Whatever you think of that claim, the discussion itself is a little academic, given that the MfS doesn’t exist anymore. A bit more pertinent for us is the relationship between the NSA and reunified Germany’s intelligence agency, the Bundesnachrichtendienst (BND). Another NSA whistleblower, Thomas Drake, gave the German press more headlines earlier this year when he told the German parliamentary committee that the BND was nothing more than an “appendix” to the NSA. Though he says that the German press misinterpreted that – he didn’t mean a useless, subordinate bodily organ, but appendix as in what you put at the end of a book. “Sort of an afterthought,” as he puts it.

But whichever metaphor you prefer, the relationship, says Drake, is intimate and slightly unhealthy. “It’s fair to say that it’s very much a subservient relationship… the NSA is very much the big brother,” he told Exberliner.

The BND’s obedience to the NSA stems from West Germany’s former dependence on the USA. That had dramatic consequences in the aftermath of reunification, when the Stasi’s files on the NSA were inherited by the new German government.

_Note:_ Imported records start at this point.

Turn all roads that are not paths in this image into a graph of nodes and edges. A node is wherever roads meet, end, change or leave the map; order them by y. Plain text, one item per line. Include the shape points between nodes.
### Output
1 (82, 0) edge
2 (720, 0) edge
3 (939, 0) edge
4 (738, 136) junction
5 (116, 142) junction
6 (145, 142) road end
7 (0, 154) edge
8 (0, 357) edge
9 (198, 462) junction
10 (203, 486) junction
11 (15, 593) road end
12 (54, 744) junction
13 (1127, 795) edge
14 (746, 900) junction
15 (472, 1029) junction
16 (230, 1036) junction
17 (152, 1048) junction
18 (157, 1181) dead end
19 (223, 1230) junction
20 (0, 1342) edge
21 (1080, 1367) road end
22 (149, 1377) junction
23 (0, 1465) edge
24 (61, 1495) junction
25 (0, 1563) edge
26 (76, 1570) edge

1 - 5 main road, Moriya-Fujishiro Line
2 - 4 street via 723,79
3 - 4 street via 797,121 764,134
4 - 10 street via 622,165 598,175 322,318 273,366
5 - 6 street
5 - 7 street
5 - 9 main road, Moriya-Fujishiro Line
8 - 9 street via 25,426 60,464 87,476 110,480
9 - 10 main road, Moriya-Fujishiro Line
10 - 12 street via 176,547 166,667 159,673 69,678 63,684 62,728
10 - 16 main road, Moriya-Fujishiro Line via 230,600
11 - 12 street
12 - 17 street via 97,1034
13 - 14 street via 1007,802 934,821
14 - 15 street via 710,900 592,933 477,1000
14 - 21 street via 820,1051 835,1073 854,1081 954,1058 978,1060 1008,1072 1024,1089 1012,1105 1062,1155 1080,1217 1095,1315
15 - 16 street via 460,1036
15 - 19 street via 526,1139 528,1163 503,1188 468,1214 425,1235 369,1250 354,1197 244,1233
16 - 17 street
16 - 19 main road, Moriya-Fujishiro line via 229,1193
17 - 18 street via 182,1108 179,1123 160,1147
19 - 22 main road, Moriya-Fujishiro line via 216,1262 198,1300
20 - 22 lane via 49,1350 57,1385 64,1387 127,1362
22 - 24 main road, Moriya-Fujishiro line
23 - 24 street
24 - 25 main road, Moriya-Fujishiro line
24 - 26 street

In “Empire Without Mysteries,” Eichner claims that the authority in charge of administering the Stasi files (headed by the future German President Joachim Gauck) and the Interior Ministry under Wolfgang Schäuble, broke German law to make sure that all the Stasi’s files on the NSA were handed over to the Americans, without any copies being kept. “The tracks were successfully covered,” Eichner writes. It was now “impossible to prove black on white how the Americans spied on the GDR and the Federal Republic of Germany in the 70s and 80s.”

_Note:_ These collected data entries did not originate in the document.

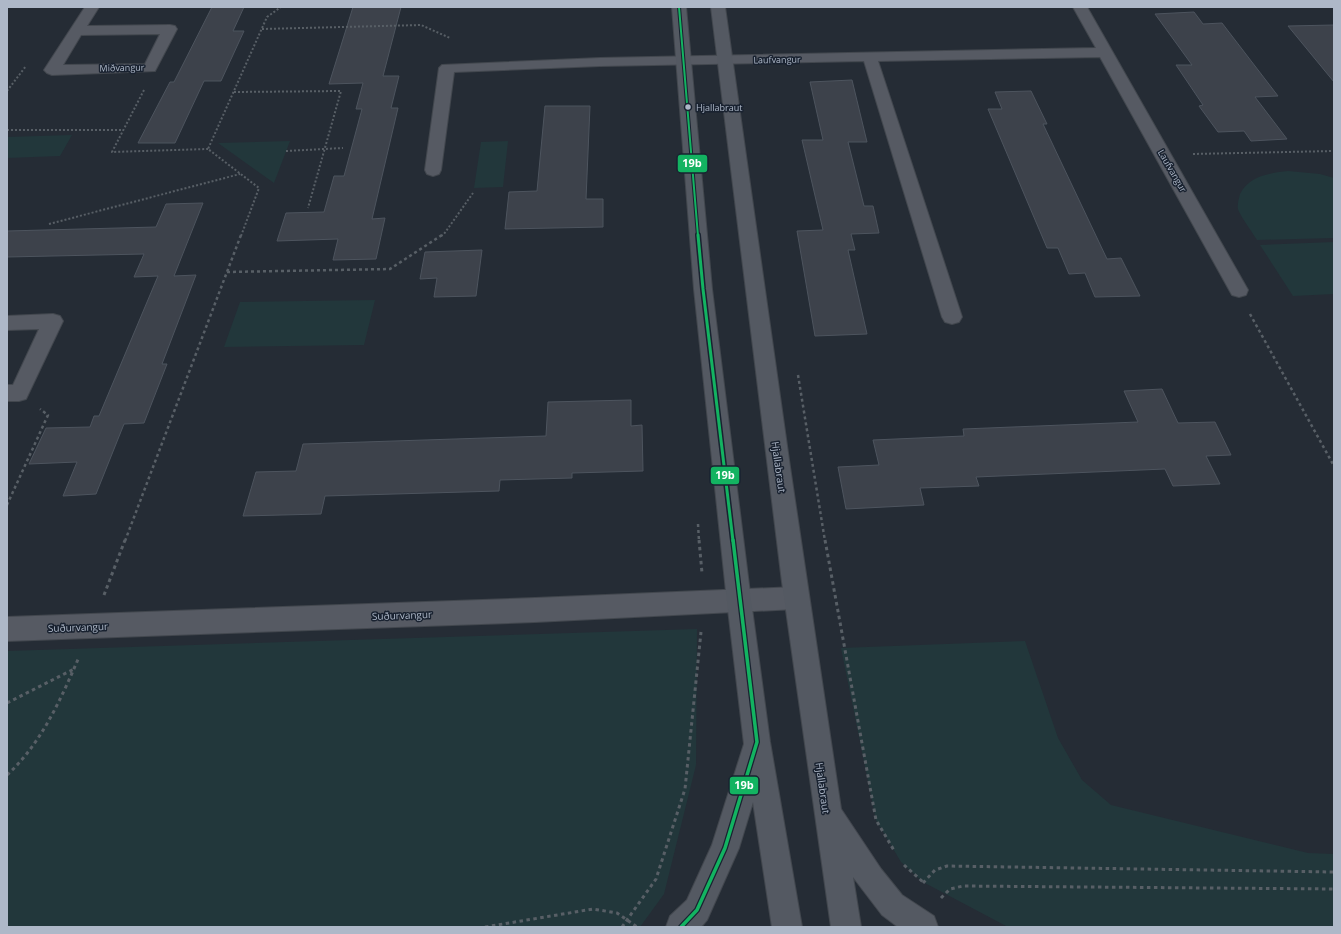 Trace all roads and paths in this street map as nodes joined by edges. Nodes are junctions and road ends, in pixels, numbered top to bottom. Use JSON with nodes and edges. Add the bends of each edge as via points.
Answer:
{"nodes":[{"id":1,"x":92,"y":7,"type":"edge"},
{"id":2,"x":280,"y":7,"type":"edge"},
{"id":3,"x":678,"y":7,"type":"edge"},
{"id":4,"x":718,"y":7,"type":"edge"},
{"id":5,"x":1080,"y":7,"type":"edge"},
{"id":6,"x":262,"y":29,"type":"junction"},
{"id":7,"x":77,"y":31,"type":"junction"},
{"id":8,"x":450,"y":38,"type":"dead end"},
{"id":9,"x":1105,"y":52,"type":"junction"},
{"id":10,"x":870,"y":58,"type":"junction"},
{"id":11,"x":683,"y":61,"type":"junction"},
{"id":12,"x":725,"y":61,"type":"junction"},
{"id":13,"x":150,"y":68,"type":"junction"},
{"id":14,"x":234,"y":92,"type":"junction"},
{"id":15,"x":7,"y":130,"type":"edge"},
{"id":16,"x":123,"y":130,"type":"junction"},
{"id":17,"x":343,"y":148,"type":"dead end"},
{"id":18,"x":208,"y":149,"type":"junction"},
{"id":19,"x":325,"y":149,"type":"junction"},
{"id":20,"x":286,"y":151,"type":"dead end"},
{"id":21,"x":433,"y":170,"type":"dead end"},
{"id":22,"x":241,"y":174,"type":"junction"},
{"id":23,"x":474,"y":193,"type":"dead end"},
{"id":24,"x":308,"y":208,"type":"dead end"},
{"id":25,"x":49,"y":224,"type":"dead end"},
{"id":26,"x":226,"y":272,"type":"junction"},
{"id":27,"x":1239,"y":290,"type":"dead end"},
{"id":28,"x":952,"y":317,"type":"dead end"},
{"id":29,"x":7,"y":323,"type":"edge"},
{"id":30,"x":797,"y":367,"type":"dead end"},
{"id":31,"x":13,"y":393,"type":"edge"},
{"id":32,"x":7,"y":505,"type":"edge"},
{"id":33,"x":796,"y":598,"type":"junction"},
{"id":34,"x":739,"y":601,"type":"junction"},
{"id":35,"x":704,"y":603,"type":"junction"},
{"id":36,"x":92,"y":626,"type":"junction"},
{"id":37,"x":7,"y":629,"type":"edge"},
{"id":38,"x":74,"y":669,"type":"junction"},
{"id":39,"x":7,"y":703,"type":"edge"},
{"id":40,"x":757,"y":742,"type":"junction"},
{"id":41,"x":7,"y":775,"type":"edge"},
{"id":42,"x":827,"y":812,"type":"junction"},
{"id":43,"x":897,"y":856,"type":"dead end"},
{"id":44,"x":901,"y":862,"type":"dead end"},
{"id":45,"x":1334,"y":872,"type":"edge"},
{"id":46,"x":924,"y":882,"type":"junction"},
{"id":47,"x":1334,"y":889,"type":"edge"},
{"id":48,"x":939,"y":902,"type":"dead end"},
{"id":49,"x":628,"y":919,"type":"junction"},
{"id":50,"x":917,"y":922,"type":"edge"},
{"id":51,"x":484,"y":927,"type":"edge"},
{"id":52,"x":622,"y":927,"type":"edge"},
{"id":53,"x":637,"y":927,"type":"edge"},
{"id":54,"x":681,"y":927,"type":"edge"},
{"id":55,"x":787,"y":927,"type":"edge"},
{"id":56,"x":846,"y":927,"type":"edge"}],
"edges":[{"from":1,"to":7,"type":"street","name":"Miðvangur"},
{"from":2,"to":6,"type":"path","via":[[268,17]]},
{"from":3,"to":11,"type":"main road"},
{"from":4,"to":12,"type":"main road","name":"Hjallabraut"},
{"from":5,"to":9,"type":"street","name":"Laufvangur"},
{"from":6,"to":8,"type":"path","via":[[421,25]]},
{"from":6,"to":14,"type":"path"},
{"from":7,"to":13,"type":"street","name":"Miðvangur","via":[[170,29]]},
{"from":7,"to":13,"type":"street","name":"Miðvangur","via":[[52,70]]},
{"from":9,"to":10,"type":"street","name":"Laufvangur"},
{"from":9,"to":27,"type":"street","name":"Laufvangur"},
{"from":10,"to":12,"type":"street","name":"Laufvangur"},
{"from":10,"to":28,"type":"street"},
{"from":11,"to":12,"type":"street","name":"Laufvangur"},
{"from":11,"to":21,"type":"street","via":[[447,68]]},
{"from":11,"to":34,"type":"main road","via":[[703,289]]},
{"from":12,"to":33,"type":"main road","name":"Hjallabraut"},
{"from":13,"to":16,"type":"path","via":[[148,83]]},
{"from":14,"to":18,"type":"path"},
{"from":14,"to":19,"type":"path","via":[[341,91]]},
{"from":15,"to":16,"type":"path"},
{"from":16,"to":18,"type":"path","via":[[112,152]]},
{"from":17,"to":19,"type":"path"},
{"from":18,"to":22,"type":"path"},
{"from":19,"to":20,"type":"path"},
{"from":19,"to":24,"type":"path"},
{"from":22,"to":25,"type":"path"},
{"from":22,"to":26,"type":"path","via":[[259,188]]},
{"from":23,"to":26,"type":"path","via":[[444,234],[390,270]]},
{"from":26,"to":36,"type":"path"},
{"from":29,"to":31,"type":"street","via":[[54,321]]},
{"from":30,"to":43,"type":"path","via":[[834,595],[876,820]]},
{"from":31,"to":32,"type":"path","via":[[48,415]]},
{"from":33,"to":34,"type":"street","name":"Suðurvangur"},
{"from":33,"to":42,"type":"main road","name":"Hjallabraut"},
{"from":34,"to":35,"type":"street","name":"Suðurvangur"},
{"from":34,"to":40,"type":"main road"},
{"from":35,"to":36,"type":"street","name":"Suðurvangur"},
{"from":35,"to":49,"type":"path","via":[[685,789],[656,879]]},
{"from":36,"to":37,"type":"street","name":"Suðurvangur"},
{"from":36,"to":38,"type":"path"},
{"from":38,"to":39,"type":"path"},
{"from":38,"to":41,"type":"path","via":[[47,723],[16,768]]},
{"from":40,"to":54,"type":"main road","via":[[725,848],[697,910]]},
{"from":40,"to":55,"type":"main road"},
{"from":42,"to":50,"type":"main road","via":[[871,879],[892,904]]},
{"from":42,"to":56,"type":"main road","name":"Hjallabraut"},
{"from":44,"to":46,"type":"path"},
{"from":45,"to":46,"type":"path","via":[[947,866],[935,870]]},
{"from":46,"to":50,"type":"path"},
{"from":47,"to":48,"type":"path","via":[[963,886],[950,889],[941,896]]},
{"from":49,"to":51,"type":"path","via":[[623,914],[610,910],[593,909]]},
{"from":49,"to":52,"type":"path"},
{"from":49,"to":53,"type":"path"}]}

Eichner’s implication is that if the German government had followed its own rules, we would have known a lot more about the NSA before Binney, Drake, and Snowden came along. The whistleblowers merely made obvious what the Stasi knew all along: “The surveillance of German telecommunications by the NSA is not the core of the problem – the problem is the imperial urge of the USA superpower to impose its global ambition for domination with the help of the NSA in the electronic war against both friend and foe.”

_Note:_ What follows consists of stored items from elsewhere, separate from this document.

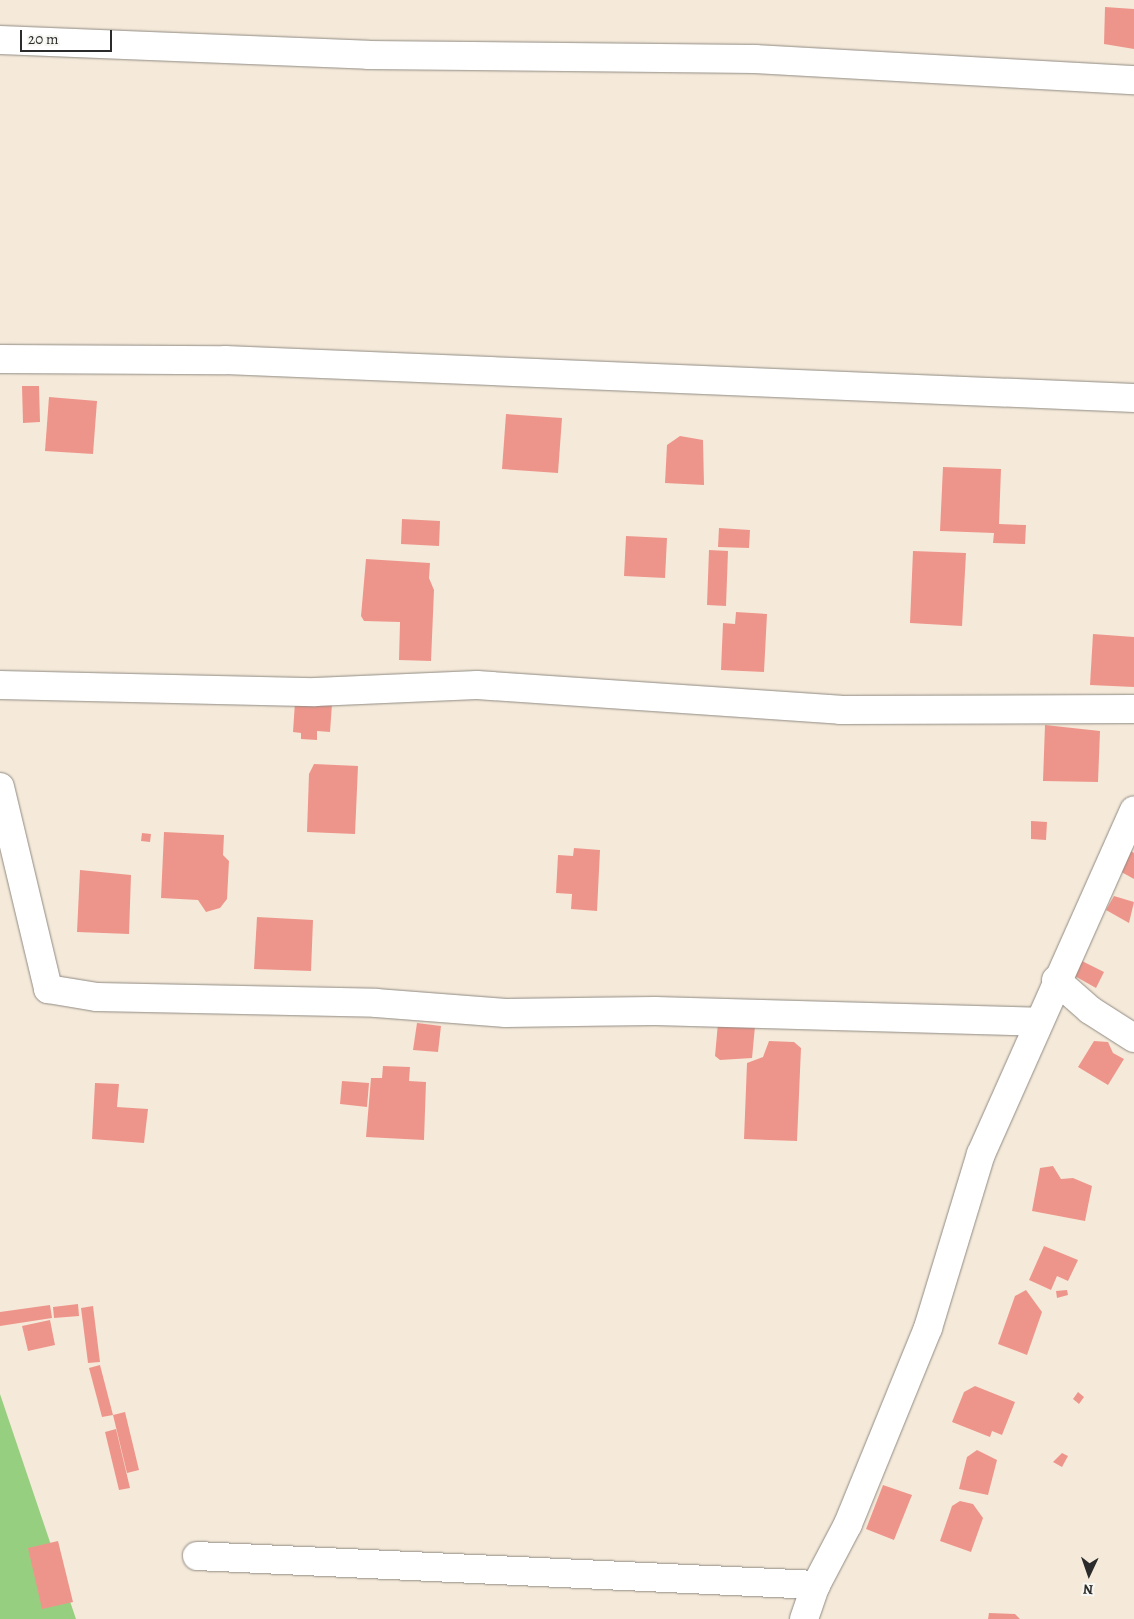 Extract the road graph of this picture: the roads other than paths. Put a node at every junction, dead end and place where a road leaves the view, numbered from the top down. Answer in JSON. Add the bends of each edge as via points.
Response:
{"nodes":[{"id":1,"x":0,"y":40,"type":"edge"},
{"id":2,"x":1134,"y":80,"type":"edge"},
{"id":3,"x":0,"y":359,"type":"edge"},
{"id":4,"x":1134,"y":398,"type":"edge"},
{"id":5,"x":0,"y":685,"type":"edge"},
{"id":6,"x":1134,"y":710,"type":"edge"},
{"id":7,"x":0,"y":788,"type":"edge"},
{"id":8,"x":1134,"y":810,"type":"edge"},
{"id":9,"x":1056,"y":980,"type":"junction"},
{"id":10,"x":1039,"y":1022,"type":"junction"},
{"id":11,"x":1134,"y":1038,"type":"edge"},
{"id":12,"x":197,"y":1556,"type":"dead end"},
{"id":13,"x":816,"y":1585,"type":"junction"},
{"id":14,"x":804,"y":1619,"type":"edge"}],
"edges":[{"from":1,"to":2,"type":"street","via":[[368,55],[754,59]]},
{"from":3,"to":4,"type":"street","via":[[235,360]]},
{"from":5,"to":6,"type":"street","via":[[316,692],[477,686],[840,710]]},
{"from":7,"to":10,"type":"street","via":[[48,989],[97,997],[376,1003],[506,1013],[656,1011]]},
{"from":8,"to":9,"type":"street"},
{"from":9,"to":10,"type":"street"},
{"from":9,"to":11,"type":"street","via":[[1090,1010]]},
{"from":10,"to":13,"type":"street","via":[[980,1154],[950,1262],[895,1415],[848,1524]]},
{"from":12,"to":13,"type":"street"},
{"from":13,"to":14,"type":"street"}]}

A decade after reunification, the BND’s relationship to the NSA became even more obsequious, when the Germany’s intelligence agencies caught flak for failing to catch the Hamburg cell that took part in the September 11 attacks in the US. “The attitude was, ‘wait a minute, there were actual 9/11 terrorists living in Hamburg and you didn’t stop them,’ ” says Drake. After that, “the BND became eager to provide as much as it could. The 2002 agreement that I saw was very broad in terms of information-sharing and access. The NSA has always had this attitude to third parties [those outside the so-called ‘Five Eyes’]: you give us whatever we ask for and then we’ll decide what we give you – based on what you give us.”

Then, as the age of Facebook and mass online data dawned and the NSA’s mass surveillance programs began to fire up their engines, it became clear that Germany was in an ideal geographical position. It was a staging post for data flying in from the Middle East, North Africa, and Afghanistan, as well as across Europe. That agreement in 2002 marked the sea change. According to Drake, before 2002, especially during the Cold War, mass data about citizens wasn’t collected and even targeted data wasn’t kept for longer than was necessary for analysis. Afterwards, he says, “it didn’t matter.” “The mindset was ‘we need all the data’ … and the NSA had particular leverage over the BND.”

All this has left Germany in what you’d call an awkward position: it is both the NSA’s most obsequious lapdog and its bitterest, most outraged critic.